Saibal
We are biased. Artificial Intelligence is not.
Saibal Mukherjee 17 May 2019

We are biased. Artificial Intelligence is not.

We are all biased. From the time we are born we are conditioned through various lenses. Upbringing is often clouded by the garb of traditions, customs, and entrenched in bias ranging and varying from race, gender, ideology, caste, color, creed, community, class, jobs, wealth, culture, work, religion, human anatomy and human intelligence.

Machines makes products. Men sell them at various prices. Human decision making process is biased, be at home or workplaces. The utopian vision of seamless and autonomous technology with AI may soon turn into a dystopian future of enslaved mankind caused by bias in our AI systems.
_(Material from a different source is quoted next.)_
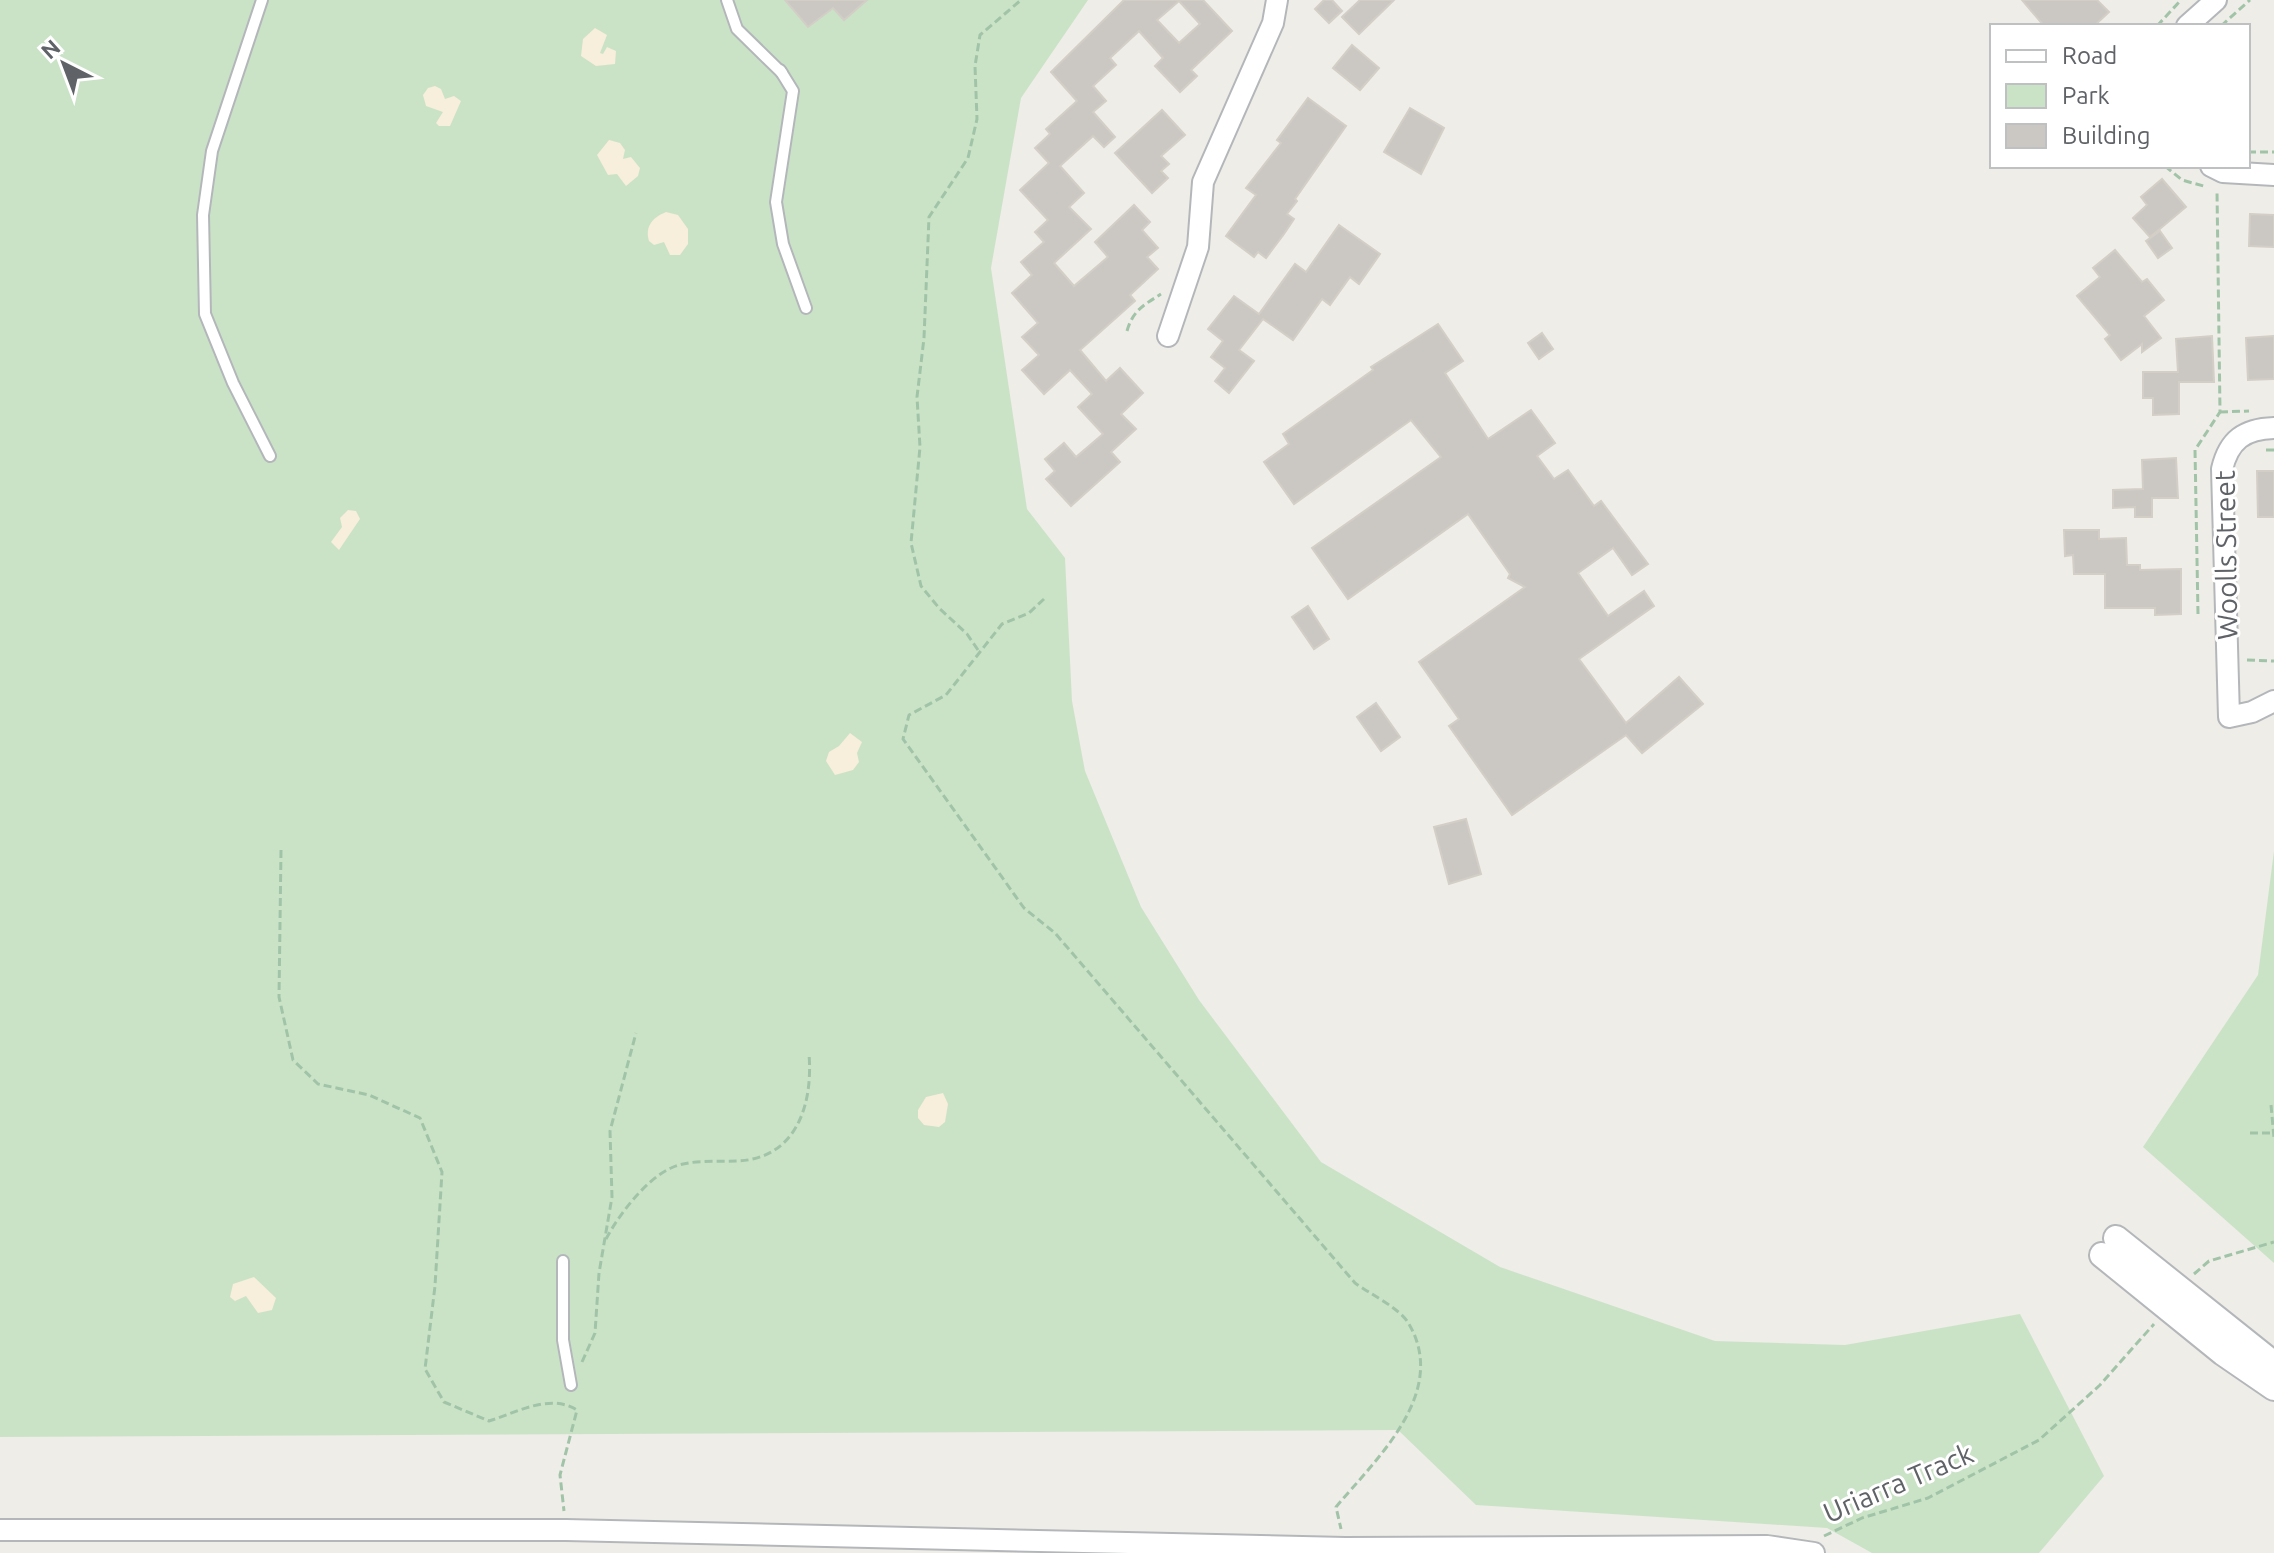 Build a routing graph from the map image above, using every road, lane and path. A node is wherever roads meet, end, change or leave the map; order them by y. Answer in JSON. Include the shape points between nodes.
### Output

More than 180 types of human biases have been identified by psychologists - from which either one or more of them can affect the consequential decision-making process of anyone using AI across governments and businesses. This could dismantle the very foundation of trust between humans and machines. Disparate investments in AI by countries could lead to an imbalance. Huge investments made in AI defence research (rather than education or eradication of poverty) and lack of consensus based regulation may contribute to the ever increasing biases within modern society. We have failed to achieve consensus on climate change. Will we agree on keeping AI clean?
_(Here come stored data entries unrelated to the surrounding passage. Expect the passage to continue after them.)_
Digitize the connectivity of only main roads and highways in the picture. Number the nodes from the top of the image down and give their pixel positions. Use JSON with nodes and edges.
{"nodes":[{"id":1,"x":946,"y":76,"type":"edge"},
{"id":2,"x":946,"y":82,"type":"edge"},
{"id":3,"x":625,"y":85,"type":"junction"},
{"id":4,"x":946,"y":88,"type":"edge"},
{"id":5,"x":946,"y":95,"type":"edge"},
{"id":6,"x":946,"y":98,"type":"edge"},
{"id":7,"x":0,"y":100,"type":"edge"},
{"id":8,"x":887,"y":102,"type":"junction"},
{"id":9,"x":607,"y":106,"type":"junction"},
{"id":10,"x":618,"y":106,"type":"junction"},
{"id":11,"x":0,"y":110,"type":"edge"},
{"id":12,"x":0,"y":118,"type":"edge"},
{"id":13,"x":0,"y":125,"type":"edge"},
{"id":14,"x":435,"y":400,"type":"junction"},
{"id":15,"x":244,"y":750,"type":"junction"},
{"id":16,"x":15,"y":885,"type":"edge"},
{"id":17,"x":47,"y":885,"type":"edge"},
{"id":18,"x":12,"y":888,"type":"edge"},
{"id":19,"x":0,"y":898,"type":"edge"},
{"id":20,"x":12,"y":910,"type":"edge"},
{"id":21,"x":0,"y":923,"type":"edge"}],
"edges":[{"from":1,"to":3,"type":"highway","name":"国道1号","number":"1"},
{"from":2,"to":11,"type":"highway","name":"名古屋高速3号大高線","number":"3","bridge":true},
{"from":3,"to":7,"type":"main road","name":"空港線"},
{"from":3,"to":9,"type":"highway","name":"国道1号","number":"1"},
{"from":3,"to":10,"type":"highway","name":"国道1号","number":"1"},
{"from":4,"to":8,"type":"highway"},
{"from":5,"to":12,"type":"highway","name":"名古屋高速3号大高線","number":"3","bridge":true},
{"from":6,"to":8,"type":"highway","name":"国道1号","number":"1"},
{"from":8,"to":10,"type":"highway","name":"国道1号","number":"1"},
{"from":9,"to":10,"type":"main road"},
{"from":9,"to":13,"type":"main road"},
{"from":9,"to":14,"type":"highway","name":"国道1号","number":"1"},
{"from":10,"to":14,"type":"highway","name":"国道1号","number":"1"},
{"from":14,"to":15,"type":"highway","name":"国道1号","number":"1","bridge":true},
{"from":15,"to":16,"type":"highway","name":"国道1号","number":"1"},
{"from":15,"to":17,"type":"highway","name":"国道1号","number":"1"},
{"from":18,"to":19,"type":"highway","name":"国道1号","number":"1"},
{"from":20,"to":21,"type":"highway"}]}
We can over-regulate AI or let innovation fly and learn from our mistakes (Zuckerberg’s confession on internet regulation). But what we should not allow is our human bias sneaking into AI through data and stained algorithms which is itself prejudiced.         

Identification of Bias

AI is no more a nascent technology, but the technology for recognition of footprint of bias in AI is. This is because it buzzes beneath the surface, generates results that seem to be uncoloured by any prejudice, compounding the problems. As it sets its foot in more domains such as those that require greater sophistication, viz-a-viz loan-worthiness, landlord-tenant relationship, medical diagnosis, HR, judiciary, examination evaluation, etc., rooting out bias becomes even harder. The biggest problem is that AI projects a false sense of a secure, holistic and fair search process while validating and deepening bias further in its algorithms.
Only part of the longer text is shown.